_WHAT THE EXERCISE ASKS_
Show every line of the data where the word "number" can be found.

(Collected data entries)
((

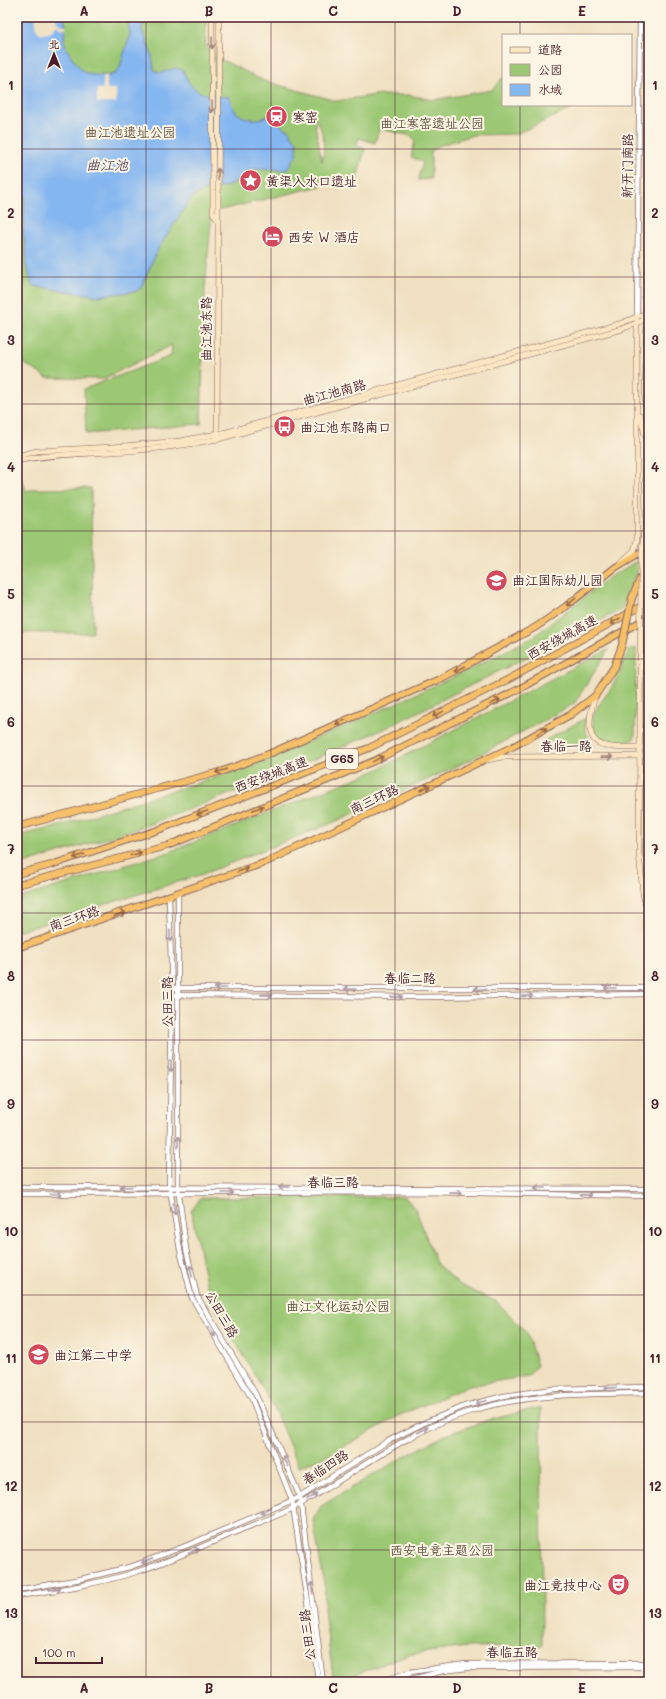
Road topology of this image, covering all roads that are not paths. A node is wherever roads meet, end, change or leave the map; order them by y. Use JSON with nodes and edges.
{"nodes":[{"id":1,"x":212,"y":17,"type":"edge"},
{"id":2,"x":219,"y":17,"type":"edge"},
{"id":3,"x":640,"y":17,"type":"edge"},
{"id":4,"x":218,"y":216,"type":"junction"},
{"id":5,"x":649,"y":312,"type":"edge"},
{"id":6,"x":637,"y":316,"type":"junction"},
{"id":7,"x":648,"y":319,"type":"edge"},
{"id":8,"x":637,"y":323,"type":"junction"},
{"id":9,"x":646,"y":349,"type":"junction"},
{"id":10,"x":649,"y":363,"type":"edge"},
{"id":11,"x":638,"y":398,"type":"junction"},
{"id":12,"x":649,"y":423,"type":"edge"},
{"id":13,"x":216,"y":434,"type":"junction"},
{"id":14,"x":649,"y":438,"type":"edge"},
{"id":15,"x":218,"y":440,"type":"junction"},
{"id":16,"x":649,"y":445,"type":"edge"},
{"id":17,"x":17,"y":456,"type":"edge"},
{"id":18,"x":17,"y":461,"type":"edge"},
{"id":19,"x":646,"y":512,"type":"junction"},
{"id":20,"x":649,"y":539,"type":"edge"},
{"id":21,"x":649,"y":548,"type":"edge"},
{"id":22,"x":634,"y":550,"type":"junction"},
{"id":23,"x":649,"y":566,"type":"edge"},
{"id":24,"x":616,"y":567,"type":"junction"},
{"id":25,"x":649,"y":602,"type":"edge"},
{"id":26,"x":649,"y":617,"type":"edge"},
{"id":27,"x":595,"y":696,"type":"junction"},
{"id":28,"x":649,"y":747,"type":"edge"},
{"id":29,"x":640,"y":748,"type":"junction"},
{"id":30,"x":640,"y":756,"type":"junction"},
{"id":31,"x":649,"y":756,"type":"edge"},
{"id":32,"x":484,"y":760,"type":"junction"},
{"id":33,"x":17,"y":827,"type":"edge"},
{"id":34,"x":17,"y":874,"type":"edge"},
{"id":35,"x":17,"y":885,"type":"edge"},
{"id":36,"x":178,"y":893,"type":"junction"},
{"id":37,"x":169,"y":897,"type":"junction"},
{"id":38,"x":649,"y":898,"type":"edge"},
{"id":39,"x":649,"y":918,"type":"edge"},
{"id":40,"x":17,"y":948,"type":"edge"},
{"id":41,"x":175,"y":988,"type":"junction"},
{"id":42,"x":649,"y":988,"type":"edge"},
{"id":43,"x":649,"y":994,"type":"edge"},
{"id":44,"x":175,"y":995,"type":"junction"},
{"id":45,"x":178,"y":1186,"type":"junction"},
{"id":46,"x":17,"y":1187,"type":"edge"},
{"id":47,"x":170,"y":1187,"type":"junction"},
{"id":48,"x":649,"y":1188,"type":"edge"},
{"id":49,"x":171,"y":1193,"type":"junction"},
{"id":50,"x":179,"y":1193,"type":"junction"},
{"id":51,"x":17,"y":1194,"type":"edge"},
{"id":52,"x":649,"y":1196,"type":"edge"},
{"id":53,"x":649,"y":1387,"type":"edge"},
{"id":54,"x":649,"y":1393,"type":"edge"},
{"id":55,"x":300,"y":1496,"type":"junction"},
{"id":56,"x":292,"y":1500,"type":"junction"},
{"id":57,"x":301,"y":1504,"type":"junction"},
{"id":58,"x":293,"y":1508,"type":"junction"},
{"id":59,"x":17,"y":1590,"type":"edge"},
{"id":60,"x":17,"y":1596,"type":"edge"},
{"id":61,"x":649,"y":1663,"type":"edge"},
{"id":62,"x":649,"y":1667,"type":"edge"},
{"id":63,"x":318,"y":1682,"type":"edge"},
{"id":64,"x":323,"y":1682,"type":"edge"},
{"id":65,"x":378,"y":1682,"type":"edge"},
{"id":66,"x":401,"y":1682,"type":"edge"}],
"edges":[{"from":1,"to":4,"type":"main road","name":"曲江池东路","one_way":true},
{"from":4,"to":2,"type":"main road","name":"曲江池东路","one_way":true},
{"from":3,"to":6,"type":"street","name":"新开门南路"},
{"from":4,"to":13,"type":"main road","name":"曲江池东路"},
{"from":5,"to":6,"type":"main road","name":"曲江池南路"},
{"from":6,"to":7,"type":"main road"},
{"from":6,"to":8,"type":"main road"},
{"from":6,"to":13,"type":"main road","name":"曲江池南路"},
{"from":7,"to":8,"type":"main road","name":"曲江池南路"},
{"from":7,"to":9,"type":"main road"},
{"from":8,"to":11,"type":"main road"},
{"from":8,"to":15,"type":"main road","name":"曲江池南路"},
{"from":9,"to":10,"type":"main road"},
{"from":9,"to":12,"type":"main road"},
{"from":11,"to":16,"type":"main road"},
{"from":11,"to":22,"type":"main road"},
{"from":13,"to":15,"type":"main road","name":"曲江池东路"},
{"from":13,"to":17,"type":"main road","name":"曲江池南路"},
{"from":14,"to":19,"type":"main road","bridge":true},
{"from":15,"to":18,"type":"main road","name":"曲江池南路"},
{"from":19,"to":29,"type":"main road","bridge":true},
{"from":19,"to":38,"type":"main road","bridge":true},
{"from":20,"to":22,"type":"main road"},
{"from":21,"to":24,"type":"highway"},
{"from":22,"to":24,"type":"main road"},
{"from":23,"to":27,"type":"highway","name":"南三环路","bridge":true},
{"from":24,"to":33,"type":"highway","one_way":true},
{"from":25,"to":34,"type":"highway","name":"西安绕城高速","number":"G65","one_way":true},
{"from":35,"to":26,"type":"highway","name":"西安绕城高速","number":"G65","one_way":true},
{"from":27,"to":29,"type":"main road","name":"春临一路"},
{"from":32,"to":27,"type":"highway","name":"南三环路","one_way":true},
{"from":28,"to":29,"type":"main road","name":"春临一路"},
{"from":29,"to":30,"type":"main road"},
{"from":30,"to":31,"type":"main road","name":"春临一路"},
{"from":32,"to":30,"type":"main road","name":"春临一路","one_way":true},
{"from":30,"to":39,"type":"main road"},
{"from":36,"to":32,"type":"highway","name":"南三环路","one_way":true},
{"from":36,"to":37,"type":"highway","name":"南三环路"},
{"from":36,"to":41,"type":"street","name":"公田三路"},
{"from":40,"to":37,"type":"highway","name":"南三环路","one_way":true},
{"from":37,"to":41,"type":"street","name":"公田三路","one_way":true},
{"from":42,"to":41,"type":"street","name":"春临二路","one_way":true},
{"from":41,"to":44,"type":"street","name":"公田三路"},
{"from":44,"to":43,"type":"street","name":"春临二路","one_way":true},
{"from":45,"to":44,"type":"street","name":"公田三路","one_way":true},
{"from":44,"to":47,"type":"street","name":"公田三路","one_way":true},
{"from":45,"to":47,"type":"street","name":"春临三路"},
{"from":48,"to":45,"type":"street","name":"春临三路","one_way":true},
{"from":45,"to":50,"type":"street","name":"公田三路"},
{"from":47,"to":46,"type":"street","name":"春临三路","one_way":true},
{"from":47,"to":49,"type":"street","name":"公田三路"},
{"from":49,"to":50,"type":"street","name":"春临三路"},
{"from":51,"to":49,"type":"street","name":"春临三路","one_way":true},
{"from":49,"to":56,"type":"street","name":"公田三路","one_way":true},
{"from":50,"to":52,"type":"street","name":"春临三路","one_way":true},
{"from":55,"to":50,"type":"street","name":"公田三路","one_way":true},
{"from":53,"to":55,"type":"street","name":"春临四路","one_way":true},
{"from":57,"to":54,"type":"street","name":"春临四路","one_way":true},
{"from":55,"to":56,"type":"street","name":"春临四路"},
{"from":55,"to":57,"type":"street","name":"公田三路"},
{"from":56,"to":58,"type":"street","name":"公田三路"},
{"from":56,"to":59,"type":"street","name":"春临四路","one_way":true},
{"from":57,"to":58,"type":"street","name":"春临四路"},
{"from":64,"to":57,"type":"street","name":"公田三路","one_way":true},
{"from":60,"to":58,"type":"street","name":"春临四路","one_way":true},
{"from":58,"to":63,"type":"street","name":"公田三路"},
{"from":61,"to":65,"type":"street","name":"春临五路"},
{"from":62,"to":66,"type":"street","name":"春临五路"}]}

))

_OUTPUT FOR THIS TASK_
{"from":25,"to":34,"type":"highway","name":"西安绕城高速","number":"G65","one_way":true},
{"from":35,"to":26,"type":"highway","name":"西安绕城高速","number":"G65","one_way":true},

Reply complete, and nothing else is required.